In the Birmingham and Atlanta metropolitan regions, the number of singings has held steady even as their geography has shifted, revealing nuance obscured by the overarching narrative of southern decline. In Birmingham, the number of annual singings remains constant while their locations move out of the city center (view interactive map). In Atlanta, singings held in north Fulton County are steadily supplanted by those held towards the center of DeKalb County (view interactive map).
The visible growth of Sacred Harp singings in southern states outside of historical singing areas, perhaps most noticeable in South Carolina (view interactive map) and Arkansas (view interactive map), undercuts the binaristic opposition of growth in the North and decline in the South. Before 1999, there were no Sacred Harp Singings held in South Carolina. By 2011, there were four annual singings held across the state. Arkansas, at its peak, featured three singings, none of which were held in 1995. (The state presently features two.)
Mapping minutes data also adds specificity to the story of Sacred Harp's expansion to other parts of the United States. Popular narratives date the style's expansion as occurring in the 1970s and 1980s, in the immediate aftermath of Sacred Harp's incorporation into the folk revival. Yet the mapping of minutes data reveals a later acceleration of the style's spread beyond the South in the 1990s and 2000s. No annual singings were held in Pennsylvania in 1995, yet singings proliferated in the eastern part of the state over the subsequent two decades, and spread to the central and western part of the state from 2008 to 2010 (view interactive map). Eight singings were held in Pennsylvania in 2014. Sacred Harp singing also grew steadily in the Pacific Northwest, from one singing in the mid- to late 1990s, to seven annual singings in 2014 (view interactive map). Even in New England, where the oldest continuously held annual singing outside the South celebrated its fortieth anniversary in the fall of 2016, mapping the minutes reveals a dramatic expansion from a single annual singing in 1995 to eleven events in 2014 (view interactive map).

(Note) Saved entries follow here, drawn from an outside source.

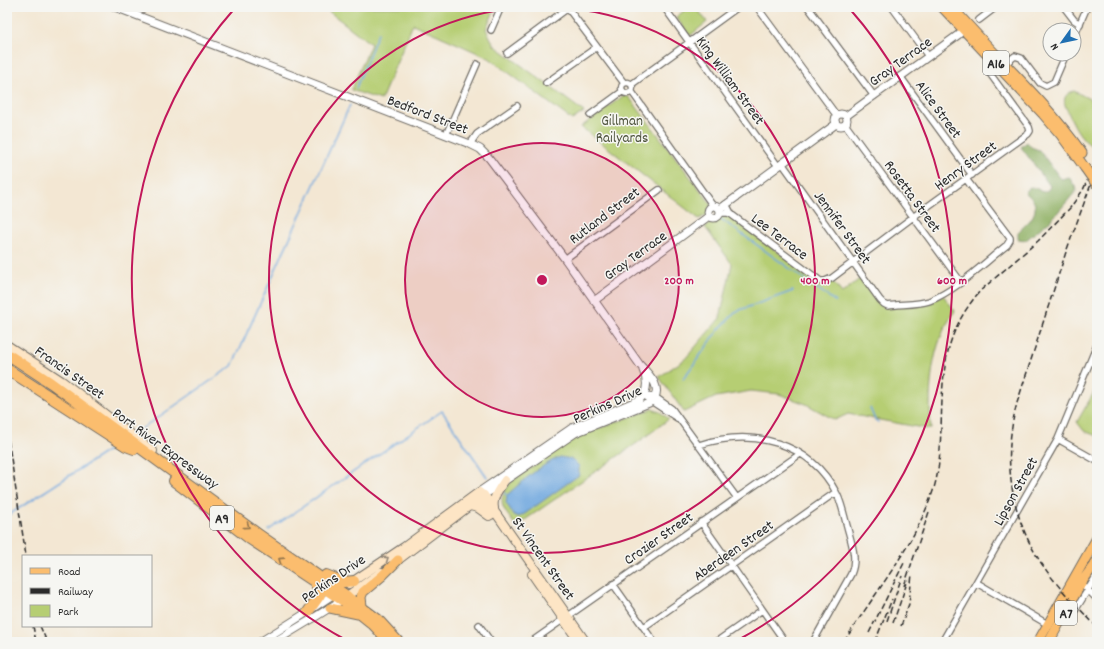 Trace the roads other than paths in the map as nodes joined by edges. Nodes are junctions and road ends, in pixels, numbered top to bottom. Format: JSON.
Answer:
{"nodes":[{"id":1,"x":115,"y":7,"type":"edge"},
{"id":2,"x":501,"y":7,"type":"edge"},
{"id":3,"x":568,"y":7,"type":"edge"},
{"id":4,"x":664,"y":7,"type":"edge"},
{"id":5,"x":738,"y":7,"type":"edge"},
{"id":6,"x":757,"y":7,"type":"edge"},
{"id":7,"x":808,"y":7,"type":"edge"},
{"id":8,"x":892,"y":7,"type":"edge"},
{"id":9,"x":942,"y":7,"type":"edge"},
{"id":10,"x":952,"y":7,"type":"edge"},
{"id":11,"x":996,"y":7,"type":"edge"},
{"id":12,"x":1064,"y":7,"type":"edge"},
{"id":13,"x":1087,"y":7,"type":"edge"},
{"id":14,"x":979,"y":20,"type":"dead end"},
{"id":15,"x":1077,"y":22,"type":"edge"},
{"id":16,"x":1081,"y":22,"type":"edge"},
{"id":17,"x":966,"y":28,"type":"junction"},
{"id":18,"x":491,"y":30,"type":"dead end"},
{"id":19,"x":689,"y":42,"type":"junction"},
{"id":20,"x":597,"y":47,"type":"junction"},
{"id":21,"x":507,"y":52,"type":"dead end"},
{"id":22,"x":928,"y":56,"type":"junction"},
{"id":23,"x":1063,"y":62,"type":"edge"},
{"id":24,"x":1006,"y":63,"type":"junction"},
{"id":25,"x":477,"y":64,"type":"dead end"},
{"id":26,"x":988,"y":71,"type":"dead end"},
{"id":27,"x":900,"y":76,"type":"junction"},
{"id":28,"x":546,"y":83,"type":"dead end"},
{"id":29,"x":624,"y":83,"type":"junction"},
{"id":30,"x":632,"y":84,"type":"junction"},
{"id":31,"x":622,"y":91,"type":"junction"},
{"id":32,"x":632,"y":92,"type":"junction"},
{"id":33,"x":874,"y":96,"type":"junction"},
{"id":34,"x":517,"y":106,"type":"dead end"},
{"id":35,"x":590,"y":115,"type":"dead end"},
{"id":36,"x":837,"y":116,"type":"junction"},
{"id":37,"x":845,"y":120,"type":"junction"},
{"id":38,"x":836,"y":124,"type":"junction"},
{"id":39,"x":446,"y":135,"type":"junction"},
{"id":40,"x":470,"y":144,"type":"junction"},
{"id":41,"x":780,"y":165,"type":"junction"},
{"id":42,"x":1087,"y":165,"type":"junction"},
{"id":43,"x":972,"y":175,"type":"junction"},
{"id":44,"x":1097,"y":176,"type":"edge"},
{"id":45,"x":966,"y":179,"type":"junction"},
{"id":46,"x":1097,"y":185,"type":"edge"},
{"id":47,"x":658,"y":190,"type":"dead end"},
{"id":48,"x":726,"y":204,"type":"junction"},
{"id":49,"x":718,"y":209,"type":"junction"},
{"id":50,"x":732,"y":215,"type":"junction"},
{"id":51,"x":709,"y":216,"type":"junction"},
{"id":52,"x":913,"y":217,"type":"junction"},
{"id":53,"x":565,"y":259,"type":"junction"},
{"id":54,"x":854,"y":262,"type":"junction"},
{"id":55,"x":961,"y":282,"type":"junction"},
{"id":56,"x":594,"y":301,"type":"junction"},
{"id":57,"x":7,"y":345,"type":"edge"},
{"id":58,"x":1097,"y":345,"type":"edge"},
{"id":59,"x":7,"y":354,"type":"edge"},
{"id":60,"x":7,"y":360,"type":"edge"},
{"id":61,"x":640,"y":365,"type":"junction"},
{"id":62,"x":7,"y":369,"type":"edge"},
{"id":63,"x":50,"y":386,"type":"junction"},
{"id":64,"x":643,"y":396,"type":"junction"},
{"id":65,"x":653,"y":399,"type":"junction"},
{"id":66,"x":1058,"y":439,"type":"junction"},
{"id":67,"x":699,"y":445,"type":"junction"},
{"id":68,"x":134,"y":449,"type":"junction"},
{"id":69,"x":153,"y":451,"type":"joint"},
{"id":70,"x":800,"y":454,"type":"junction"},
{"id":71,"x":1097,"y":461,"type":"edge"},
{"id":72,"x":505,"y":480,"type":"junction"},
{"id":73,"x":836,"y":492,"type":"junction"},
{"id":74,"x":204,"y":495,"type":"junction"},
{"id":75,"x":481,"y":495,"type":"junction"},
{"id":76,"x":737,"y":498,"type":"junction"},
{"id":77,"x":470,"y":506,"type":"junction"},
{"id":78,"x":493,"y":514,"type":"junction"},
{"id":79,"x":701,"y":522,"type":"junction"},
{"id":80,"x":1097,"y":538,"type":"edge"},
{"id":81,"x":293,"y":557,"type":"junction"},
{"id":82,"x":398,"y":560,"type":"junction"},
{"id":83,"x":1097,"y":561,"type":"edge"},
{"id":84,"x":731,"y":565,"type":"junction"},
{"id":85,"x":1082,"y":568,"type":"junction"},
{"id":86,"x":1097,"y":575,"type":"edge"},
{"id":87,"x":314,"y":581,"type":"junction"},
{"id":88,"x":354,"y":581,"type":"junction"},
{"id":89,"x":977,"y":583,"type":"junction"},
{"id":90,"x":1081,"y":583,"type":"junction"},
{"id":91,"x":613,"y":584,"type":"junction"},
{"id":92,"x":1069,"y":587,"type":"junction"},
{"id":93,"x":1088,"y":589,"type":"junction"},
{"id":94,"x":341,"y":595,"type":"junction"},
{"id":95,"x":1097,"y":599,"type":"edge"},
{"id":96,"x":330,"y":608,"type":"junction"},
{"id":97,"x":360,"y":610,"type":"junction"},
{"id":98,"x":762,"y":610,"type":"junction"},
{"id":99,"x":307,"y":612,"type":"junction"},
{"id":100,"x":566,"y":617,"type":"junction"},
{"id":101,"x":1063,"y":618,"type":"junction"},
{"id":102,"x":1048,"y":624,"type":"junction"},
{"id":103,"x":479,"y":625,"type":"dead end"},
{"id":104,"x":644,"y":627,"type":"junction"},
{"id":105,"x":1056,"y":629,"type":"junction"},
{"id":106,"x":260,"y":642,"type":"edge"},
{"id":107,"x":274,"y":642,"type":"edge"},
{"id":108,"x":389,"y":642,"type":"edge"},
{"id":109,"x":399,"y":642,"type":"edge"},
{"id":110,"x":491,"y":642,"type":"edge"},
{"id":111,"x":531,"y":642,"type":"edge"},
{"id":112,"x":579,"y":642,"type":"edge"},
{"id":113,"x":586,"y":642,"type":"edge"},
{"id":114,"x":654,"y":642,"type":"edge"},
{"id":115,"x":716,"y":642,"type":"edge"},
{"id":116,"x":785,"y":642,"type":"edge"},
{"id":117,"x":813,"y":642,"type":"edge"},
{"id":118,"x":942,"y":642,"type":"edge"},
{"id":119,"x":1038,"y":642,"type":"edge"},
{"id":120,"x":1049,"y":642,"type":"edge"}],
"edges":[{"from":1,"to":39,"type":"street","name":"Bedford Street"},
{"from":2,"to":18,"type":"street"},
{"from":3,"to":20,"type":"street"},
{"from":3,"to":21,"type":"street"},
{"from":4,"to":19,"type":"street","name":"King William Street"},
{"from":5,"to":19,"type":"street"},
{"from":6,"to":36,"type":"street"},
{"from":7,"to":33,"type":"street"},
{"from":8,"to":22,"type":"street"},
{"from":9,"to":17,"type":"main road","number":"A16"},
{"from":10,"to":17,"type":"main road","number":"A16"},
{"from":11,"to":14,"type":"street"},
{"from":12,"to":15,"type":"street"},
{"from":13,"to":16,"type":"street"},
{"from":17,"to":22,"type":"street","name":"Gray Terrace"},
{"from":17,"to":24,"type":"main road","number":"A16"},
{"from":17,"to":42,"type":"main road","number":"A16"},
{"from":19,"to":30,"type":"street"},
{"from":19,"to":41,"type":"street","name":"King William Street"},
{"from":20,"to":28,"type":"street"},
{"from":20,"to":29,"type":"street"},
{"from":22,"to":27,"type":"street","name":"Gray Terrace"},
{"from":23,"to":24,"type":"street"},
{"from":24,"to":42,"type":"main road","number":"A16"},
{"from":25,"to":39,"type":"street"},
{"from":26,"to":43,"type":"street","name":"Henry Street"},
{"from":27,"to":33,"type":"street","name":"Gray Terrace"},
{"from":27,"to":43,"type":"street","name":"Alice Street"},
{"from":29,"to":30,"type":"street"},
{"from":29,"to":31,"type":"street"},
{"from":30,"to":32,"type":"street"},
{"from":31,"to":32,"type":"street"},
{"from":31,"to":35,"type":"street"},
{"from":32,"to":49,"type":"street"},
{"from":33,"to":37,"type":"street","name":"Gray Terrace"},
{"from":34,"to":40,"type":"street"},
{"from":36,"to":37,"type":"street"},
{"from":36,"to":38,"type":"street"},
{"from":37,"to":38,"type":"street"},
{"from":37,"to":52,"type":"street","name":"Rosetta Street"},
{"from":38,"to":41,"type":"street"},
{"from":39,"to":40,"type":"street","name":"Bedford Street"},
{"from":40,"to":53,"type":"street","name":"Bedford Street"},
{"from":41,"to":48,"type":"street"},
{"from":41,"to":54,"type":"street","name":"Jennifer Street"},
{"from":42,"to":44,"type":"main road","number":"A16"},
{"from":42,"to":46,"type":"main road","number":"A16","bridge":true},
{"from":43,"to":45,"type":"street","name":"Henry Street"},
{"from":45,"to":52,"type":"street","name":"Henry Street"},
{"from":45,"to":55,"type":"street"},
{"from":47,"to":53,"type":"street","name":"Rutland Street"},
{"from":48,"to":49,"type":"street"},
{"from":48,"to":50,"type":"street","name":"Lee Terrace"},
{"from":49,"to":50,"type":"street","name":"Lee Terrace"},
{"from":49,"to":51,"type":"street"},
{"from":49,"to":51,"type":"street"},
{"from":50,"to":54,"type":"street","name":"Lee Terrace"},
{"from":51,"to":56,"type":"street","name":"Gray Terrace"},
{"from":52,"to":54,"type":"street","name":"Henry Street"},
{"from":52,"to":55,"type":"street","name":"Rosetta Street"},
{"from":53,"to":56,"type":"street","name":"Bedford Street"},
{"from":54,"to":55,"type":"street","name":"Jennifer Street"},
{"from":56,"to":61,"type":"street","name":"Bedford Street"},
{"from":57,"to":69,"type":"main road","name":"Francis Street"},
{"from":58,"to":66,"type":"street","name":"Lipson Street"},
{"from":59,"to":63,"type":"highway","name":"Port River Expressway","number":"A9"},
{"from":60,"to":63,"type":"highway","name":"Port River Expressway","number":"A9"},
{"from":61,"to":64,"type":"street","name":"Perkins Drive"},
{"from":61,"to":65,"type":"street","name":"Perkins Drive"},
{"from":62,"to":68,"type":"highway"},
{"from":63,"to":68,"type":"highway","name":"Port River Expressway","number":"A9"},
{"from":63,"to":74,"type":"highway","name":"Port River Expressway","number":"A9"},
{"from":64,"to":65,"type":"street"},
{"from":64,"to":75,"type":"street","name":"Perkins Drive"},
{"from":65,"to":67,"type":"street"},
{"from":65,"to":72,"type":"street","name":"Perkins Drive"},
{"from":66,"to":71,"type":"street"},
{"from":66,"to":89,"type":"street","name":"Lipson Street"},
{"from":67,"to":70,"type":"street"},
{"from":67,"to":76,"type":"street"},
{"from":87,"to":68,"type":"highway","name":"Port River Expressway","number":"A9","one_way":true},
{"from":69,"to":74,"type":"highway"},
{"from":70,"to":73,"type":"street"},
{"from":70,"to":76,"type":"street","name":"Crozier Street"},
{"from":72,"to":75,"type":"street","name":"Perkins Drive"},
{"from":72,"to":78,"type":"main road"},
{"from":73,"to":84,"type":"street","name":"Aberdeen Street"},
{"from":73,"to":117,"type":"street"},
{"from":74,"to":81,"type":"highway","name":"Port River Expressway","number":"A9","one_way":true},
{"from":75,"to":77,"type":"main road","name":"Perkins Drive"},
{"from":75,"to":78,"type":"main road","name":"St Vincent Street"},
{"from":88,"to":75,"type":"main road","name":"Perkins Drive","one_way":true},
{"from":76,"to":79,"type":"street","name":"Crozier Street"},
{"from":77,"to":78,"type":"main road"},
{"from":77,"to":82,"type":"main road","name":"Perkins Drive"},
{"from":78,"to":100,"type":"main road","name":"St Vincent Street"},
{"from":79,"to":84,"type":"street"},
{"from":79,"to":91,"type":"street","name":"Crozier Street"},
{"from":80,"to":85,"type":"main road","number":"A7"},
{"from":81,"to":88,"type":"highway"},
{"from":81,"to":94,"type":"highway","name":"Port River Expressway","number":"A9"},
{"from":82,"to":94,"type":"main road","name":"Perkins Drive"},
{"from":82,"to":97,"type":"main road"},
{"from":83,"to":90,"type":"main road","number":"A7"},
{"from":84,"to":98,"type":"street"},
{"from":84,"to":104,"type":"street","name":"Aberdeen Street"},
{"from":85,"to":90,"type":"main road"},
{"from":85,"to":92,"type":"main road","number":"A7"},
{"from":86,"to":93,"type":"street"},
{"from":87,"to":94,"type":"highway","name":"Port River Expressway","number":"A9"},
{"from":87,"to":99,"type":"highway"},
{"from":88,"to":94,"type":"main road","name":"Perkins Drive"},
{"from":89,"to":102,"type":"street"},
{"from":89,"to":118,"type":"street","name":"Lipson Street"},
{"from":90,"to":92,"type":"main road"},
{"from":90,"to":93,"type":"street"},
{"from":90,"to":101,"type":"main road","number":"A7"},
{"from":91,"to":100,"type":"street","name":"Crozier Street"},
{"from":91,"to":104,"type":"street"},
{"from":92,"to":102,"type":"main road","number":"A7"},
{"from":93,"to":95,"type":"street"},
{"from":93,"to":101,"type":"street"},
{"from":94,"to":96,"type":"street","name":"Perkins Drive"},
{"from":94,"to":97,"type":"main road","name":"Port River Expressway","number":"A9"},
{"from":94,"to":99,"type":"street","name":"Perkins Drive"},
{"from":96,"to":97,"type":"main road"},
{"from":96,"to":107,"type":"street","name":"Perkins Drive"},
{"from":97,"to":108,"type":"main road","name":"Port River Expressway","number":"A9"},
{"from":97,"to":109,"type":"main road","name":"Port River Expressway","number":"A9"},
{"from":98,"to":115,"type":"street"},
{"from":98,"to":116,"type":"street"},
{"from":99,"to":106,"type":"street","name":"Perkins Drive"},
{"from":100,"to":111,"type":"street","name":"Crozier Street"},
{"from":100,"to":112,"type":"main road","name":"St Vincent Street"},
{"from":100,"to":113,"type":"main road","name":"St Vincent Street"},
{"from":101,"to":105,"type":"main road","number":"A7"},
{"from":102,"to":105,"type":"street"},
{"from":102,"to":119,"type":"main road","number":"A7"},
{"from":103,"to":110,"type":"street"},
{"from":104,"to":114,"type":"street"},
{"from":105,"to":120,"type":"main road","number":"A7"}]} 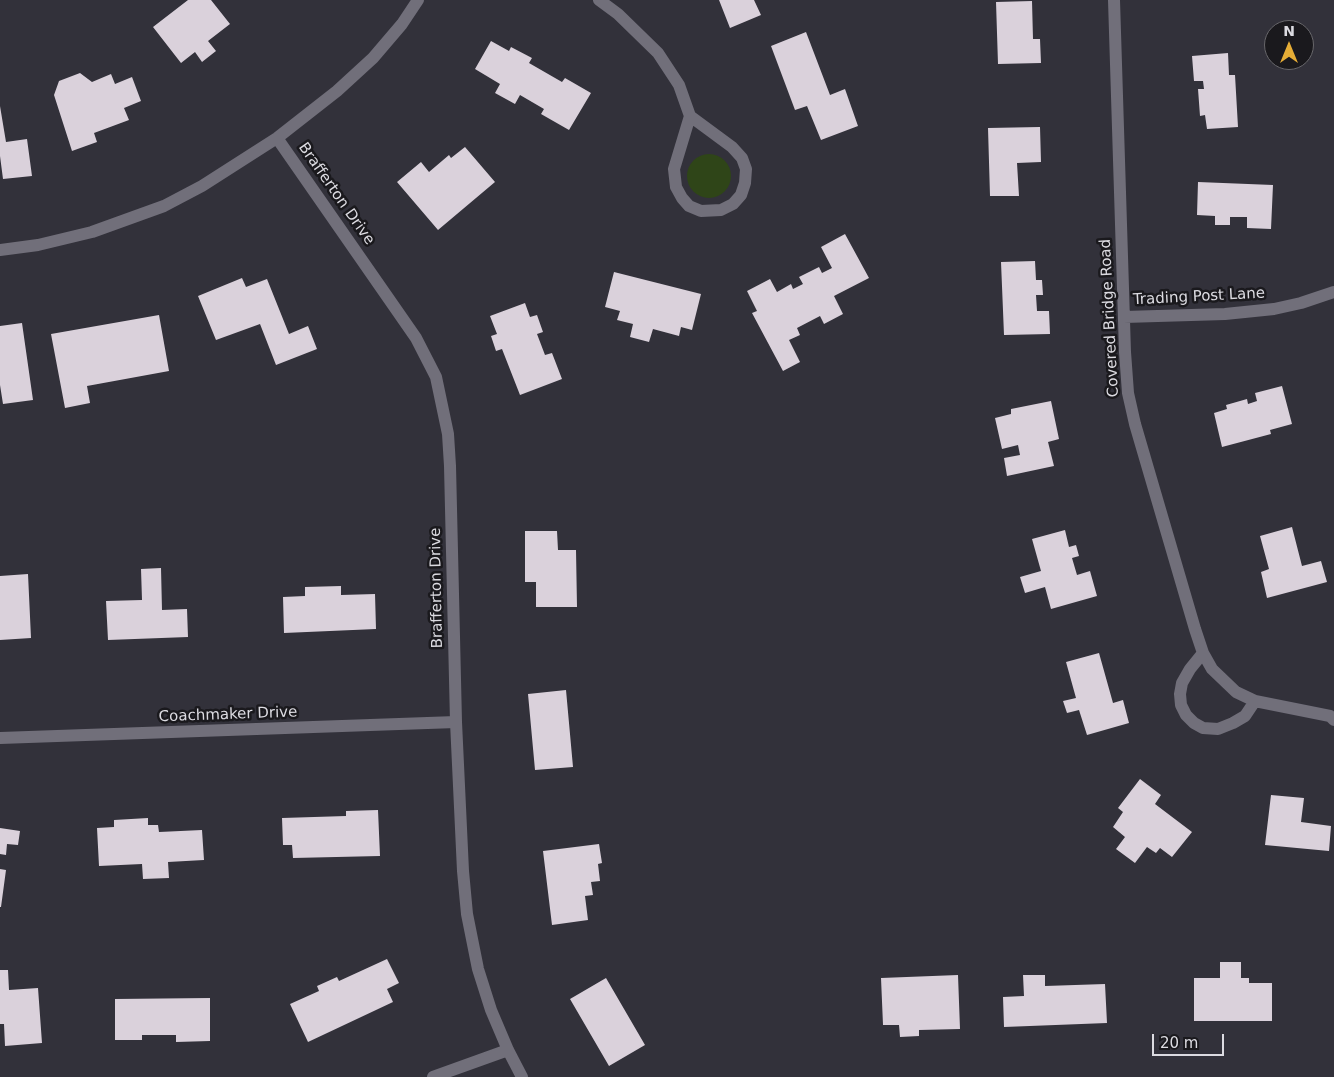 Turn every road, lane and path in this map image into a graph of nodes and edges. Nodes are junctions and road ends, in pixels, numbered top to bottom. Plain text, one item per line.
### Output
1 (418, 0) edge
2 (599, 0) edge
3 (1114, 0) edge
4 (690, 116) junction
5 (277, 138) junction
6 (0, 250) edge
7 (1334, 292) edge
8 (1124, 317) junction
9 (1203, 653) junction
10 (1255, 701) junction
11 (1333, 717) edge
12 (456, 722) junction
13 (0, 738) edge
14 (508, 1050) junction
15 (433, 1077) edge
16 (522, 1077) edge

1 - 5 street
2 - 4 street
3 - 8 street, Covered Bridge Road
4 - 4 street
5 - 6 street
5 - 12 street, Brafferton Drive
7 - 8 street, Trading Post Lane
8 - 9 street, Covered Bridge Road
9 - 10 street, Covered Bridge Road
9 - 10 street
10 - 11 street, Covered Bridge Road
12 - 13 street, Coachmaker Drive
12 - 14 street, Brafferton Drive
14 - 15 street
14 - 16 street, Brafferton Drive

New England Sacred Harp Singings, 1995–2014
New England Sacred Harp Singings, 1995–2014. Interactive Map by Jesse P. Karlsberg and Robert A. W. Dunn. View larger version.
Visualizing the changing geography of singings from The Sacred Harp: 1991 Edition also demonstrates shifts in the balance of singing from different Sacred Harp editions and the growing comprehensiveness of the "Big Minutes" compilation. In Texas, where singings generally feature the descendant of a competing early-twentieth-century revision of The Sacred Harp known as the "Cooper Book," mapping reveals the inroads made by the 1991 Edition in the state, growing from two singings in 1995 to six singings in 2014 (view interactive map).10On the social context of the increasing number of singings from the 1991 Edition in Texas since the 1990s, see Karlsberg, "Folklore's Filter," 118–24. The increase in singings in the area of middle and south Georgia around Macon and Thomaston (view interactive map) and in east central Alabama near Alexander City is due to the decision of longstanding networks of singings from the 1991 Edition that continued to publish their own separate minutes pamphlets to affiliate with the "Big Minutes" in the late 1990s and early 2000s.11The South Georgia Convention, a network of a dozen singings from the 1991 Edition centered around Macon and extending south to Cordele, Georgia, continues to publish an annual minutes pamphlet, even as its sponsored singings increasingly submit minutes to the "Big Minutes."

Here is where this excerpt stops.